___ Data supplied ___

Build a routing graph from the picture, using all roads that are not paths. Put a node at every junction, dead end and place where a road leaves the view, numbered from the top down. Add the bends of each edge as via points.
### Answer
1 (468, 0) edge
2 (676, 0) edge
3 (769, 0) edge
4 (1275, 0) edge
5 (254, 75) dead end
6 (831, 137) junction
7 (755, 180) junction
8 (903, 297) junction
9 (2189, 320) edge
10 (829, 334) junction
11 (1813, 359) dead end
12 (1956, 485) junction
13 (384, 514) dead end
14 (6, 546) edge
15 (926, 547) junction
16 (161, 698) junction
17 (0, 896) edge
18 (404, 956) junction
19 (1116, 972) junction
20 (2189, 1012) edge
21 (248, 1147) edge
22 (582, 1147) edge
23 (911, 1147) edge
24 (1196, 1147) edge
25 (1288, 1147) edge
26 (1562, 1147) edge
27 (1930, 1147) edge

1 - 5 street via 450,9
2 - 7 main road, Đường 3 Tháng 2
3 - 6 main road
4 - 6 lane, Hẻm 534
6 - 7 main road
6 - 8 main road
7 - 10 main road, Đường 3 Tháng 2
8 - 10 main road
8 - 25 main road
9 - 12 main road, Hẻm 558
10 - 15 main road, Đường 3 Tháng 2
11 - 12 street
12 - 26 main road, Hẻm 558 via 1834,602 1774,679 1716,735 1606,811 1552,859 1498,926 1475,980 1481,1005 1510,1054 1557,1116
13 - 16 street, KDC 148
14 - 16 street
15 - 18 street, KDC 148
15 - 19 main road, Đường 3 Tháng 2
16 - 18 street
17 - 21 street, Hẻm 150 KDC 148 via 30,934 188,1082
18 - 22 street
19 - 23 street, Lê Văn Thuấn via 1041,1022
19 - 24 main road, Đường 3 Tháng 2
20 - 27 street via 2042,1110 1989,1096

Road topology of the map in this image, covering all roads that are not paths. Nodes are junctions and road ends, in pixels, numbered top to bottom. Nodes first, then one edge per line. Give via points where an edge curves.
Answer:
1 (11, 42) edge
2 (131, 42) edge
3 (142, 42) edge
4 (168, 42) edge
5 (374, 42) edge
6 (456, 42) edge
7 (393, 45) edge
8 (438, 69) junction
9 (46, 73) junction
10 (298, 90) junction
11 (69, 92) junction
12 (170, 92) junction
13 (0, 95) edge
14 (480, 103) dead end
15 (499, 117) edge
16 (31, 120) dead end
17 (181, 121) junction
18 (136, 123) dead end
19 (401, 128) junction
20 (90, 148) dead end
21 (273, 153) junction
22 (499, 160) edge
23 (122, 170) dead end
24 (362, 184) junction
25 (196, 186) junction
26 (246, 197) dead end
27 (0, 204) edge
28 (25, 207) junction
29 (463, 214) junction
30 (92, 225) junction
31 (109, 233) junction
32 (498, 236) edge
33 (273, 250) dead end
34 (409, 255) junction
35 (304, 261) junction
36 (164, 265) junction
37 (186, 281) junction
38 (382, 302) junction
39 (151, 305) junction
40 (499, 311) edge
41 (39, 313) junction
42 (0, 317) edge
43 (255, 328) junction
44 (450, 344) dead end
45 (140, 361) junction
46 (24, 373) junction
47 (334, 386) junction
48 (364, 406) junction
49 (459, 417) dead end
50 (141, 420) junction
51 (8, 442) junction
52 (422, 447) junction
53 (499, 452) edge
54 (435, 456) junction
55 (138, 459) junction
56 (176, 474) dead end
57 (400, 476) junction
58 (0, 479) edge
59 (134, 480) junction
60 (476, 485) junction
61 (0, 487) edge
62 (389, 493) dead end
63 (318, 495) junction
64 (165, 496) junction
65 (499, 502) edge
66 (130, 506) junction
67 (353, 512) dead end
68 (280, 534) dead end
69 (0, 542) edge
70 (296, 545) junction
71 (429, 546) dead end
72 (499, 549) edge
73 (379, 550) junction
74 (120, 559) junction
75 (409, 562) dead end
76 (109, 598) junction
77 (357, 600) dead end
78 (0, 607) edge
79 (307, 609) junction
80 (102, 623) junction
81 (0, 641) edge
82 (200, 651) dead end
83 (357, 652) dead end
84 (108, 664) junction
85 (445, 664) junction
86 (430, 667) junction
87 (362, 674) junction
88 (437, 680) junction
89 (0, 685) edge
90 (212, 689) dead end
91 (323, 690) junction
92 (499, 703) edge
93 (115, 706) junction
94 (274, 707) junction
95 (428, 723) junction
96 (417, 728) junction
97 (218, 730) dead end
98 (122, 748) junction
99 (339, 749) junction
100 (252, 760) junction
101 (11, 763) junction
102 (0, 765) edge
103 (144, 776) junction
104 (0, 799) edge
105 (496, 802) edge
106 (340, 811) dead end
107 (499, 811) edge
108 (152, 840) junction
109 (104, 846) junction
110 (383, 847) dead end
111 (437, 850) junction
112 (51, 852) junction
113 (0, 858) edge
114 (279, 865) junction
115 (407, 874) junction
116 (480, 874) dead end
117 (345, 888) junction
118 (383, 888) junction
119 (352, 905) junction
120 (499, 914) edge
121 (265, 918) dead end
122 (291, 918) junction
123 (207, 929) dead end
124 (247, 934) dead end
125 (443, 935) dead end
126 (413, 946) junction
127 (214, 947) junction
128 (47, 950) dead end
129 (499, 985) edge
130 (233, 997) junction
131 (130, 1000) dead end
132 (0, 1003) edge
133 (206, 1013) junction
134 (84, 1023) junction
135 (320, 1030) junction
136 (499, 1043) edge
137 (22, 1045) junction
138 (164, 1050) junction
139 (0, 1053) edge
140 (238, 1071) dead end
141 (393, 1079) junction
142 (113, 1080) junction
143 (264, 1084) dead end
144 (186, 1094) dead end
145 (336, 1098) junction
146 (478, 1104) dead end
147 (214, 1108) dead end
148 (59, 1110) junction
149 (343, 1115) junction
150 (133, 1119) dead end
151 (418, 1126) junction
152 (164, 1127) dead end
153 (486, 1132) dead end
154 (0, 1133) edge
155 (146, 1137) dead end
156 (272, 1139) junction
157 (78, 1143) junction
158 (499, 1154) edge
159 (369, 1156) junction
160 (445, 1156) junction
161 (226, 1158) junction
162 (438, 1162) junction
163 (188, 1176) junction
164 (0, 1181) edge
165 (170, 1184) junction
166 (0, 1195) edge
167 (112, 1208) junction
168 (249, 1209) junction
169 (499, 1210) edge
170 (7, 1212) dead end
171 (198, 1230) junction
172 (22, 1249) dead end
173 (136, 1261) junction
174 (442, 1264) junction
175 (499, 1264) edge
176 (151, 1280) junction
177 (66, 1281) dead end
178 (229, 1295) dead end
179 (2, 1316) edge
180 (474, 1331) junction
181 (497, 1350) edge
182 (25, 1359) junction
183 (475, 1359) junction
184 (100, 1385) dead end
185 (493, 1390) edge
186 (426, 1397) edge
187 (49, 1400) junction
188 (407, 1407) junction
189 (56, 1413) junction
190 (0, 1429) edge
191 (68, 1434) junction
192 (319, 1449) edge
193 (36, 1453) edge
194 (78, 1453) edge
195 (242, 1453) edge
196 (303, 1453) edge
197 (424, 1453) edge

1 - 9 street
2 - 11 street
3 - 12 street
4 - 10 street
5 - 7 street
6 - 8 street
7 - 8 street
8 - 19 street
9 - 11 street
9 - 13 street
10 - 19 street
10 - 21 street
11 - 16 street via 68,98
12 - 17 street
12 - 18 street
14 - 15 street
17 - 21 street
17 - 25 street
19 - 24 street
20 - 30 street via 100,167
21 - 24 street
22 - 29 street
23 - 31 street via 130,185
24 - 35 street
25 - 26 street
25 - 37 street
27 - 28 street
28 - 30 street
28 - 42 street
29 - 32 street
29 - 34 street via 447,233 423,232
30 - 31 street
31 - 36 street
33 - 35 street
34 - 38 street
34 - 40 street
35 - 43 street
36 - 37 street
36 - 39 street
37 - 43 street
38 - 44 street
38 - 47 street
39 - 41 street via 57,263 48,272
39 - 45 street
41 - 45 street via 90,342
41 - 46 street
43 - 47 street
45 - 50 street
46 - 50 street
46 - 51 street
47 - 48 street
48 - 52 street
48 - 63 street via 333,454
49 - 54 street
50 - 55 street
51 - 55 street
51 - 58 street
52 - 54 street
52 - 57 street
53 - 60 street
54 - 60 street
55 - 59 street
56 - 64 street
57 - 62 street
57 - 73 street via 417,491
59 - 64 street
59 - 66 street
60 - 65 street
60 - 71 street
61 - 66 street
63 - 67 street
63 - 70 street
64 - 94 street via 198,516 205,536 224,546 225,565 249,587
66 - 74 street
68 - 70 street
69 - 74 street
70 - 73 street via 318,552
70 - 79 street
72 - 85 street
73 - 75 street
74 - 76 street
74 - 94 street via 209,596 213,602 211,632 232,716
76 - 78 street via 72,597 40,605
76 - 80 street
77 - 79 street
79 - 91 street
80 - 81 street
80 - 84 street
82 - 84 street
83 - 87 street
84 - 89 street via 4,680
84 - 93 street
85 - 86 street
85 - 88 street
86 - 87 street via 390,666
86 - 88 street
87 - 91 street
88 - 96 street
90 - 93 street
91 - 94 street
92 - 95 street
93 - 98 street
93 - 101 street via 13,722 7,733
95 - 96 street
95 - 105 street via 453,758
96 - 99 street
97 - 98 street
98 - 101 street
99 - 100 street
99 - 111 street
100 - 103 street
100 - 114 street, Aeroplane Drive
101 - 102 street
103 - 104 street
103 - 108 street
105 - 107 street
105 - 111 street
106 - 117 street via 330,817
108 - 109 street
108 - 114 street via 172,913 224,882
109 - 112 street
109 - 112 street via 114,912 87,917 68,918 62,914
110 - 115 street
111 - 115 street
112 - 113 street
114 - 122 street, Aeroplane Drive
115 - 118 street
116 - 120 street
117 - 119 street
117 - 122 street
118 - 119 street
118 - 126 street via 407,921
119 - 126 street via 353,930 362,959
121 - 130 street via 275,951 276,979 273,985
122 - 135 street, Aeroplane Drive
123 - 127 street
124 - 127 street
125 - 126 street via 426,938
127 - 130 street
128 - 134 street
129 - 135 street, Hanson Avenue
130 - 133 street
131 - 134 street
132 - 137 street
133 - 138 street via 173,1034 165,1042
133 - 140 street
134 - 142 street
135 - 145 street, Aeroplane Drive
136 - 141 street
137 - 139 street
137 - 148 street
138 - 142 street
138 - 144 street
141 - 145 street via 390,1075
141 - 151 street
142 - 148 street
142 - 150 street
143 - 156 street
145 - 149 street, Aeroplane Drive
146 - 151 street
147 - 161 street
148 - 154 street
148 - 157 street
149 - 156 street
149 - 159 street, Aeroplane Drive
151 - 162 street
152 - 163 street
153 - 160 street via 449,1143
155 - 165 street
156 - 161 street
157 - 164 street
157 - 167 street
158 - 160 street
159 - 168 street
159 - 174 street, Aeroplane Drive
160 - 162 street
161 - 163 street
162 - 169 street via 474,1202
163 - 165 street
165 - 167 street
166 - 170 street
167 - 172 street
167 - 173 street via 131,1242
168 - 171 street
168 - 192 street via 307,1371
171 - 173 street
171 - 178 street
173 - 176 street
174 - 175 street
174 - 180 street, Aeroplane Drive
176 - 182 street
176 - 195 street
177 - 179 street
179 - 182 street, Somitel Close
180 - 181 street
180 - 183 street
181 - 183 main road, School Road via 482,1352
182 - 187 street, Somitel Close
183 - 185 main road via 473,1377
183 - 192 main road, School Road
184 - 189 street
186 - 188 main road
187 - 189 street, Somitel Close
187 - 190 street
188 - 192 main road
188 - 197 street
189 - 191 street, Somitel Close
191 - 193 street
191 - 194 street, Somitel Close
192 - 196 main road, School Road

___

From the entries above, work out how many lines include "Tháng"; the number is the only answer wanted.

5